I had the opportunity to consider a bit the importance of credibility in the news business recently during the recent convention of the South Dakota Newspaper Association.
I found many aspects of being a newspaper reporter challenging during a 42-year career, but nothing worried me more than mistakes. The newspaper business is full of opportunities for mistakes.
It includes reporters, copy editors, assignment editors, city editors, photographers, photo editors and all sorts of other people who handle a piece of copy before it goes into a newspaper. Each one of those people is one more place where a mistake can sneak into the story. I used to marvel that we ever turned out a clean story, much less most of them each day.
Mistakes can be small or large: a misspelled name, a transposed date, the wrong word in the wrong place. A reporter might have a brain cramp and get a date wrong or a score wrong or a name wrong. Reporters and editors might think they know something and not really know it. The possibilities are endless. SpellCheck doesn't save a reporter. I once saw Homestake (as in Mining Co.) turned by SpellCheck into hemostat.
As a young reporter, I worried less about mistakes in the paper than I did as I gained years and experience. You might think it would be the other way around, but the older I grew, the more I realized any word in any sentence can become an error in a news person's hands.
ADVERTISEMENT
At the paper, we fixed our mistakes as soon as we could. If someone pointed out an error, or if we discovered it ourselves, we ran a correction. That's admirable and necessary. The correction rarely catches up the mistake, though, so newspapers are light years ahead to avoid mistakes in the first place.
When my daughter was married, we sent engagement write-ups to three or four papers where Jennifer and her intended, Rich, had ties. At least two of the publications misspelled one name or the other -- in their headlines. Like many other families at the time, we intended to clip the stories from the papers and stick them on the refrigerator and place them in a scrapbook. We did that, I'm sure, but it takes a little of the thrill out of the experience when the name is spelled wrong.
In the early 1970s, when I worked for The Associated Press, the Watergate hearings were in full cry.
(As an aside, I'm surprised no one has done a remake of "All the President's Men," maybe with Justin Bieber as Woodward.)
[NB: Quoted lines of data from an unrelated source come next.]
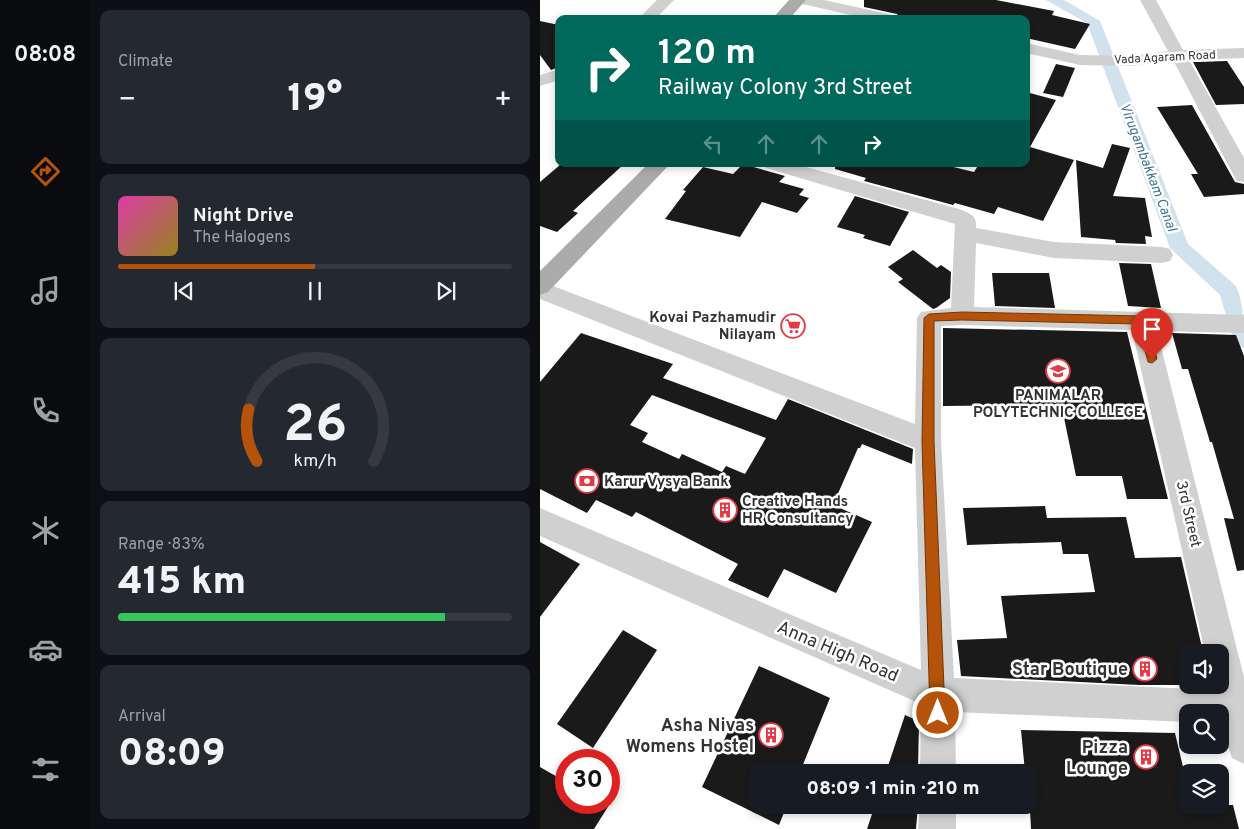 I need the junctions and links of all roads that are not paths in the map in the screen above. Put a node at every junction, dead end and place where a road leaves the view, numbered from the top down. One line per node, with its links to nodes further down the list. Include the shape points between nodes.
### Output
1 (666, 0): 4 (street)
2 (807, 0): 5 (main road); 6 (main road); 7 (street)
3 (1148, 0): 10 (street)
4 (650, 15)
5 (786, 15)
6 (800, 15)
7 (873, 15)
8 (1030, 49): 10 (street, Vada Agaram Road, via 1080,60 1132,60)
9 (1244, 53): 10 (street, Vada Agaram Road)
10 (1176, 54): 16 (street)
11 (555, 75): 12 (street)
12 (540, 81)
13 (635, 167): 19 (main road)
14 (657, 167): 20 (main road)
15 (784, 167): 17 (street, via 952,214 966,220)
16 (1244, 176)
17 (966, 234): 18 (street, via 1054,250); 21 (street)
18 (1162, 255)
19 (540, 261)
20 (540, 288): 24 (street)
21 (962, 316): 22 (street); 24 (street, via 929,318)
22 (1142, 320): 23 (street); 27 (street, 3rd Street)
23 (1236, 324)
24 (928, 441): 26 (street)
25 (540, 522): 26 (street, Anna High Road)
26 (938, 694): 27 (street, Anna High Road); 29 (street)
27 (1240, 708): 28 (street, 3rd Street)
28 (1244, 746)
29 (938, 764)
30 (938, 814): 31 (street)
31 (938, 829)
Anyway, I followed the action in AP copy and in copy from other major news outlets -- the Washington, Post, St. Petersburg Times and several other papers. At a Christmas party in Chamberlain, I talked with a guy who was a banker in Minnesota. He didn't believe the Watergate stories. I was more than a little surprised, but he had a point. He was an avid Minnesota Vikings fan. He attended many games in person. After a game, when he read the sports stories, he was surprised at the number of errors. If he couldn't count on the sports writers to get the Vikings' game correct, he asked, why should he think the political writers would get Watergate right? (I summarize, but that was pretty much his reasoning.)
These days, people are bombarded with information -- not necessarily always what I'd call news but certainly information -- from hundreds and hundreds of sources. Even more so than when my Vikings fan talked about Watergate, today it's vital that someone can be trusted to provide credible information. I still think the newspaper business does that, most of the time.
I happen to think most people, while they criticize the "media," mean the big outfits. I think they tend to trust their local news people. I also happen to think most of those community news people deserve that trust. But credibility is a fragile thing, easily fractured and not easily repaired.
In an age of instant information, news reporters and editors would do well to guard their credibility as if it were the most valuable part of their business. It is.